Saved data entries
· · · · ·
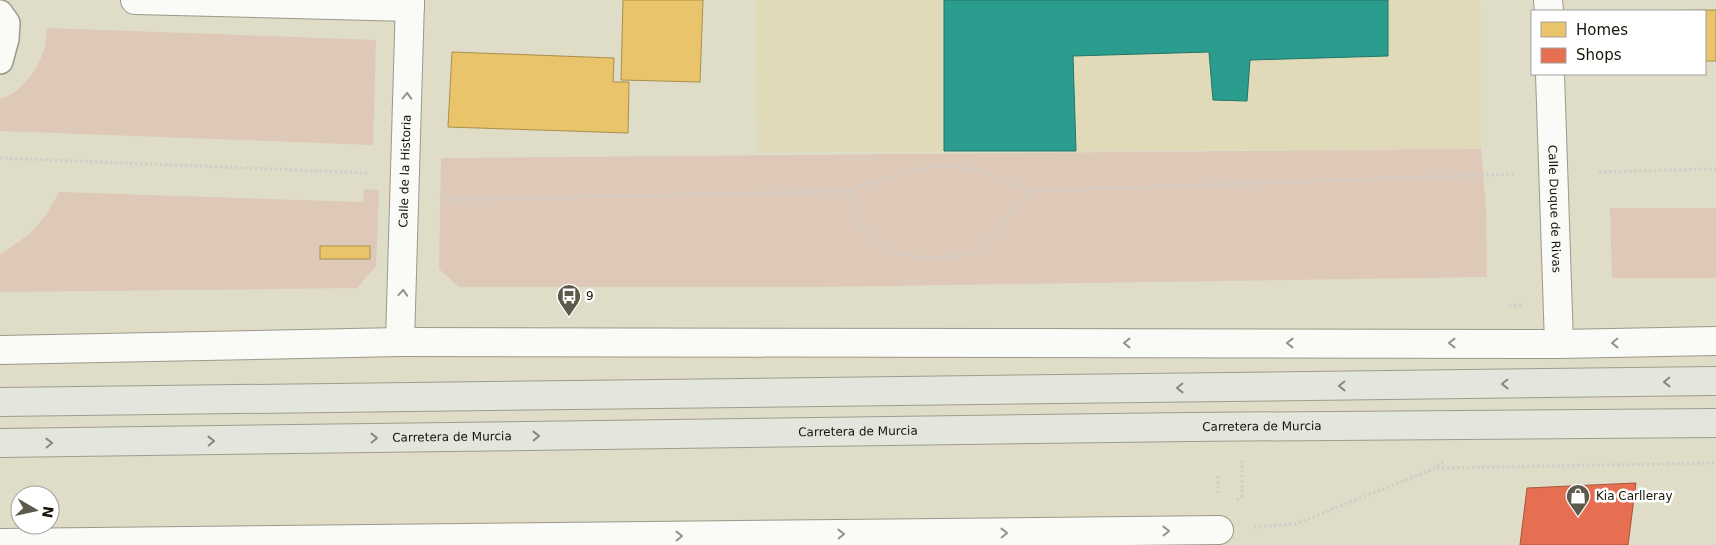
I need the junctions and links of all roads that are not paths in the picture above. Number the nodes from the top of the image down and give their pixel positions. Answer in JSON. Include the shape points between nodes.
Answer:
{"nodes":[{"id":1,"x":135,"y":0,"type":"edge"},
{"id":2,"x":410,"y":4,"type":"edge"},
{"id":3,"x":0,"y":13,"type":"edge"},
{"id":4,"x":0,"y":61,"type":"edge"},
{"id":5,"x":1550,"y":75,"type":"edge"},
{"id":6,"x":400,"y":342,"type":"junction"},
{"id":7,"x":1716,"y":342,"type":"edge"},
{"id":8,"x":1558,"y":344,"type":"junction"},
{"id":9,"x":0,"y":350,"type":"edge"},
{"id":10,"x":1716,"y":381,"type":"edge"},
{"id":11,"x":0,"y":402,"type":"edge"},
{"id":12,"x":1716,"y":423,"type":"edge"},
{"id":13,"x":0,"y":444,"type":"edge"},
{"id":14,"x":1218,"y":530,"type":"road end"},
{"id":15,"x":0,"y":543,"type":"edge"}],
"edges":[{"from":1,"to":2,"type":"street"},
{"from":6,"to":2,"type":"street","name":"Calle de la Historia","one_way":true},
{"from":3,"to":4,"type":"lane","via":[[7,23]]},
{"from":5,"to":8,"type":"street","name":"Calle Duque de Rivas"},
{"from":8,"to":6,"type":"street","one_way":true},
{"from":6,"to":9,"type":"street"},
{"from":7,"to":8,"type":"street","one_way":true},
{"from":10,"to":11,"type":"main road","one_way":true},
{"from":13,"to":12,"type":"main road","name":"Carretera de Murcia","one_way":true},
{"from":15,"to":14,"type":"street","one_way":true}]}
· · · · ·
Instructions for the task
Show each line in the data where the string "Calle" appears.

Reply
{"from":6,"to":2,"type":"street","name":"Calle de la Historia","one_way":true},
{"from":5,"to":8,"type":"street","name":"Calle Duque de Rivas"},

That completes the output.